Enantioselective Aziridination of Cyclic Enals Facilitated by the Fluorine‐Iminium Ion Gauche Effect

The enantioselective, organocatalytic aziridination of small, medium and macro‐cyclic enals is reported using (S)‐2‐(fluorodiphenyl methyl)‐pyrrolidine. Central to the reaction design is the reversible formation of a β‐fluoroiminium ion intermediate, which is pre‐organised on account of the fluorine‐iminium ion gauche effect. This conformational effect positions the fluorine substituent synclinal‐endo to the electropositive nitrogen centre thus benefiting from favourable stereoelectronic and electrostatic interactions (σ_C?H→σ_C?F*; F^δ?…?N⁺).

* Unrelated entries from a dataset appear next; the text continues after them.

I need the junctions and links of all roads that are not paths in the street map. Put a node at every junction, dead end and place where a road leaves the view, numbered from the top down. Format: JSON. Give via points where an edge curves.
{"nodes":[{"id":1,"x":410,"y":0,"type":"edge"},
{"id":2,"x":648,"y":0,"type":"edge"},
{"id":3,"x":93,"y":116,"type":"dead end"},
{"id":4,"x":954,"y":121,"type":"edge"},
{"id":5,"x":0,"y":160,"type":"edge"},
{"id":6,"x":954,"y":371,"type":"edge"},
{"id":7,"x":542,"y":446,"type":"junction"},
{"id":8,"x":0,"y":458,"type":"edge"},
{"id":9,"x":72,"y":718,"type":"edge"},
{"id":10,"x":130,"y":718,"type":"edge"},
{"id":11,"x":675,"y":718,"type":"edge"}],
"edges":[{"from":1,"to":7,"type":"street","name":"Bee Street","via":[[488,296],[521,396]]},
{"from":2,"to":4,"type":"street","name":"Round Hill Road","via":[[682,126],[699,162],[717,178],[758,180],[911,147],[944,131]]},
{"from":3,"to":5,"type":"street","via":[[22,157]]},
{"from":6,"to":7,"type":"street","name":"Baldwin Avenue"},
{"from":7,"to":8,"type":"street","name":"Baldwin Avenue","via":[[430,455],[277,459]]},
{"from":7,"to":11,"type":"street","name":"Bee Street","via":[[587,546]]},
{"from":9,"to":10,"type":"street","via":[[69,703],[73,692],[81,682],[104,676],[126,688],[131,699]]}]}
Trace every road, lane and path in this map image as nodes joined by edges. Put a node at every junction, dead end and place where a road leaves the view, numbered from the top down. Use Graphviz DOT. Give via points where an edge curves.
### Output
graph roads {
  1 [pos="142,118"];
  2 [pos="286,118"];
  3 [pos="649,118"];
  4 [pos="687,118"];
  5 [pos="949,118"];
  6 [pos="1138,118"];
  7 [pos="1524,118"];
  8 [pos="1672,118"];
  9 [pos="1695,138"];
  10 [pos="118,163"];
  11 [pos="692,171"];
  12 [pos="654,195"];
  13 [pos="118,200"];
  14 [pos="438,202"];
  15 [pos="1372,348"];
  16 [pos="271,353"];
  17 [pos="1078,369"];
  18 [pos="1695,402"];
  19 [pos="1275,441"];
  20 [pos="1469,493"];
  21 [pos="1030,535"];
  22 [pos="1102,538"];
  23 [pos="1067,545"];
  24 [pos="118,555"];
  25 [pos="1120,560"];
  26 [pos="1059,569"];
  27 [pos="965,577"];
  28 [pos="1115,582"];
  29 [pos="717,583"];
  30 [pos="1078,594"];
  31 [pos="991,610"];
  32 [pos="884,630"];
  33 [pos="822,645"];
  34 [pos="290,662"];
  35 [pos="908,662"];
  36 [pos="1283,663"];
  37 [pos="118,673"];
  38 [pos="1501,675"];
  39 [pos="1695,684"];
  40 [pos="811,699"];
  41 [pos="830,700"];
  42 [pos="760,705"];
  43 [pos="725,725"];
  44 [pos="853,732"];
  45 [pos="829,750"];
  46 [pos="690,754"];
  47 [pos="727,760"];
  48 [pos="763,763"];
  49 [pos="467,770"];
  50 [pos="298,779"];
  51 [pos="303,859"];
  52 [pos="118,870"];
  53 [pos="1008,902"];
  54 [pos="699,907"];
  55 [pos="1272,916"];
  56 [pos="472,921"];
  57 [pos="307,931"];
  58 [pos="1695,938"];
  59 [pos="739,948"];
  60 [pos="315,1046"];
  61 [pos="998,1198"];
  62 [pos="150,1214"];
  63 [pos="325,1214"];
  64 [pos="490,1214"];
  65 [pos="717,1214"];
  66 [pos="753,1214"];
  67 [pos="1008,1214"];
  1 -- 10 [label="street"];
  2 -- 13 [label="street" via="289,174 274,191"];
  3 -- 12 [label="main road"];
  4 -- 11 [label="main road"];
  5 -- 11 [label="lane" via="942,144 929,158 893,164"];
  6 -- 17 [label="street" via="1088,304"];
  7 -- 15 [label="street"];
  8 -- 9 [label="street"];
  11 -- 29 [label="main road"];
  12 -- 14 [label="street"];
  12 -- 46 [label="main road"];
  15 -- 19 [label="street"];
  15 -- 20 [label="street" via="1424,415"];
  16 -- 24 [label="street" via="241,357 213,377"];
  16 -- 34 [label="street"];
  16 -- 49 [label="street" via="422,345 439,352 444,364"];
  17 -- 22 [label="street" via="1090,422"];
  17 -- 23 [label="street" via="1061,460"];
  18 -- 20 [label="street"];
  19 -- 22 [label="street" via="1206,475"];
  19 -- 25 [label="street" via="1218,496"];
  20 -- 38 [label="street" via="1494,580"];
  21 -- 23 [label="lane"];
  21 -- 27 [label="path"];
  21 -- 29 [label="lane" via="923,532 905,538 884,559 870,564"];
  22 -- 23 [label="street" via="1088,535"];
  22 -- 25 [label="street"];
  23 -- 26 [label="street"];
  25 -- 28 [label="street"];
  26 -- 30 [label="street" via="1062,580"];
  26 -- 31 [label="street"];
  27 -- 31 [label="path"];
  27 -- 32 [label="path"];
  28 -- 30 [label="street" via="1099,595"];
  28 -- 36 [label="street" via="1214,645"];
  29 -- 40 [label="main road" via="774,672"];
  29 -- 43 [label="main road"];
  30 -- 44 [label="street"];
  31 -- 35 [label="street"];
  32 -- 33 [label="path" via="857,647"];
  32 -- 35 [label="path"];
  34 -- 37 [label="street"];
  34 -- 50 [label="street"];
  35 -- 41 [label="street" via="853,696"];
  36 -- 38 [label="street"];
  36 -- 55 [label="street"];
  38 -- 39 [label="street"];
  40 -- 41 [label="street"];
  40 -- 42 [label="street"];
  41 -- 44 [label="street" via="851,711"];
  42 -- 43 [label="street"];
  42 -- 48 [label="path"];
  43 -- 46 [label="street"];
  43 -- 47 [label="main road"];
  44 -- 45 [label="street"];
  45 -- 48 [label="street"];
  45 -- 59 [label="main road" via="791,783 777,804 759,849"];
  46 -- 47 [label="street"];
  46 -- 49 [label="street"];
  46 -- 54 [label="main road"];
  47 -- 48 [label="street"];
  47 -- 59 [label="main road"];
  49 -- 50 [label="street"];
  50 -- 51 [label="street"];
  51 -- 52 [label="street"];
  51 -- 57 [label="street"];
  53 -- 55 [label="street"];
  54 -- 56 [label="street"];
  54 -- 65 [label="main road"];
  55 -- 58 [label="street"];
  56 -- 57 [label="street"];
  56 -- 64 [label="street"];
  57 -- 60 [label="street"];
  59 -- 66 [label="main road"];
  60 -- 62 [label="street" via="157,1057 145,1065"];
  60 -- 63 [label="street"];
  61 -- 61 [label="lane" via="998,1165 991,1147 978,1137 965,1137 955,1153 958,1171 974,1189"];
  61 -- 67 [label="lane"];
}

Consequently, one of the shielding groups on the fluorine‐bearing carbon atom is positioned above the π‐system, forming the basis of an enantioinduction strategy. Treatment of this intermediate with a “nitrene” source furnished a series of novel, optically active aziridines (e.r. up to 99.5:0.5). Further derivatisation of the product aziridines gives facile access to various amino acid derivatives, including β‐fluoroamino acids. Crystallographic analyses of both the aziridines and their derivatives are disclosed.